De acordo ainda com o historiador Flávio Guerra, o logradouro recentemente revitalizado pela Prefeitura Municipal do Recife teve várias denominações no transcurso do tempo: 

Vários nomes tem tido até hoje a praça onde está localizada a Igreja [do Divino Espírito Santo], e onde existiu o Colégio dos Jesuítas: Pátio do Colégio, Praça D. Pedro II, Praça 1817 (mais vulgarmente conhecida como Praça 17), e finalmente Largo do Espírito Santo (Flávio Guerra. Op. cit., p. 35).

Ao correr dos séculos, a Igreja do Divino Espírito Santo sofreu inúmeras avarias e perdas.
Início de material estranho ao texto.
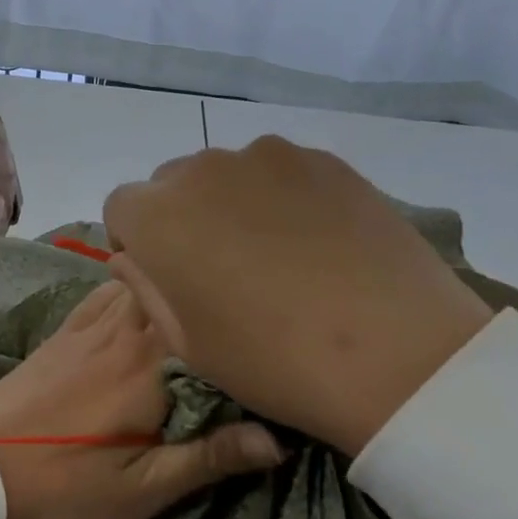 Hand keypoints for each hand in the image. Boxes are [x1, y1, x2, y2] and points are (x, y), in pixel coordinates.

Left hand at [0, 281, 284, 518]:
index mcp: (150, 364)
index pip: (209, 324)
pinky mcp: (62, 331)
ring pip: (140, 281)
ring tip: (197, 303)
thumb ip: (209, 458)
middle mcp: (123, 329)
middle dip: (208, 296)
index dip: (241, 325)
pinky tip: (138, 300)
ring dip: (169, 286)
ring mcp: (88, 324)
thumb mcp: (143, 489)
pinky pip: (103, 290)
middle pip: (174, 290)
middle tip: (241, 313)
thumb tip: (278, 440)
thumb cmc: (65, 484)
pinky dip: (128, 285)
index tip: (267, 336)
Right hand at [103, 137, 493, 455]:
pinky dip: (280, 197)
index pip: (121, 207)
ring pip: (226, 174)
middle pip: (171, 184)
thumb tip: (129, 257)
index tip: (166, 276)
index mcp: (157, 216)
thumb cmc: (272, 360)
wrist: (396, 353)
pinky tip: (316, 241)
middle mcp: (202, 170)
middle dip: (181, 218)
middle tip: (221, 267)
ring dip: (230, 203)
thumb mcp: (188, 343)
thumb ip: (145, 289)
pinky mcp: (322, 159)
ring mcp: (267, 157)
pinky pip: (279, 172)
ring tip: (274, 252)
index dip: (136, 241) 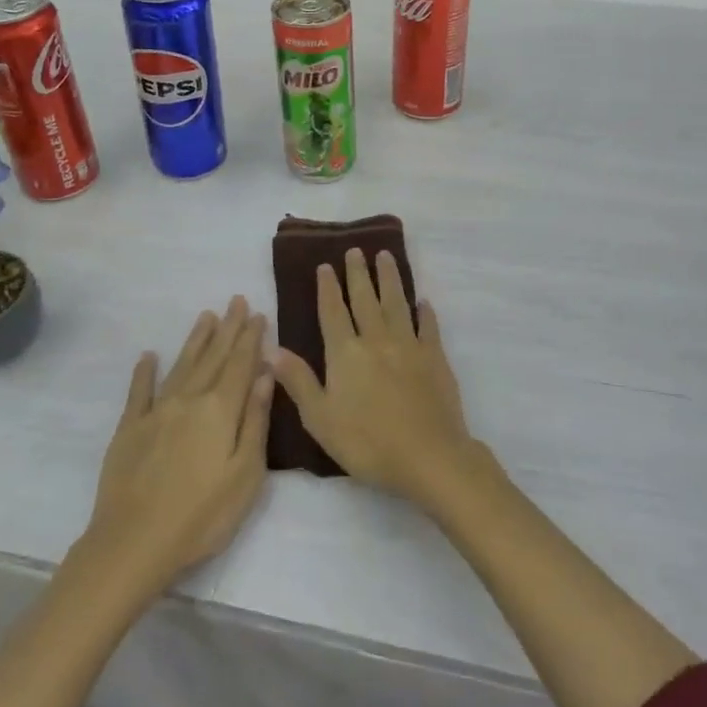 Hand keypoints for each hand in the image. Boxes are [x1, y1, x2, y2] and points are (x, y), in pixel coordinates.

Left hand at [81, 297, 272, 596]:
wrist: (134, 542)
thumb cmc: (202, 515)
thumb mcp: (246, 473)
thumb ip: (256, 420)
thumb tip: (265, 374)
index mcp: (220, 410)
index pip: (240, 365)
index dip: (250, 339)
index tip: (258, 313)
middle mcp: (189, 400)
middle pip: (213, 357)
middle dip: (228, 329)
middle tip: (236, 300)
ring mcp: (156, 412)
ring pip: (181, 365)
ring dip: (196, 340)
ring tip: (206, 316)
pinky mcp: (130, 429)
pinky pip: (139, 392)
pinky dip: (144, 372)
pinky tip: (148, 356)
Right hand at [272, 249, 475, 505]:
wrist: (428, 456)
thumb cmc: (367, 443)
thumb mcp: (320, 418)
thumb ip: (298, 381)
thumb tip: (271, 348)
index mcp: (345, 354)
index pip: (333, 312)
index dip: (328, 288)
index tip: (326, 265)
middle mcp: (376, 340)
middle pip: (365, 299)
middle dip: (358, 273)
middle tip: (356, 250)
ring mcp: (409, 346)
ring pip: (396, 303)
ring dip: (390, 278)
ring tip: (385, 256)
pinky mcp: (435, 357)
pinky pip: (428, 327)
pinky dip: (424, 311)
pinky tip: (422, 301)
Quando, naquela manhã ensolarada, eu "inspecionei" o imponente templo católico, mirei seu teto sem forro, plantas crescendo em pontos diversos das torres, pedaços do frontão se despedaçando, janelas com vidros quebrados e parede do fundo, que é voltada para a Avenida Nossa Senhora do Carmo, com ares de abandono, eu lamentei que tal edificação eclesiástica tão importante para a história do núcleo urbano primitivo do Recife não tivesse, também ela, passado por um acurado processo de restauração e revitalização, como ocorreu com a Praça Dezessete, da qual ela é o principal e maior atrativo.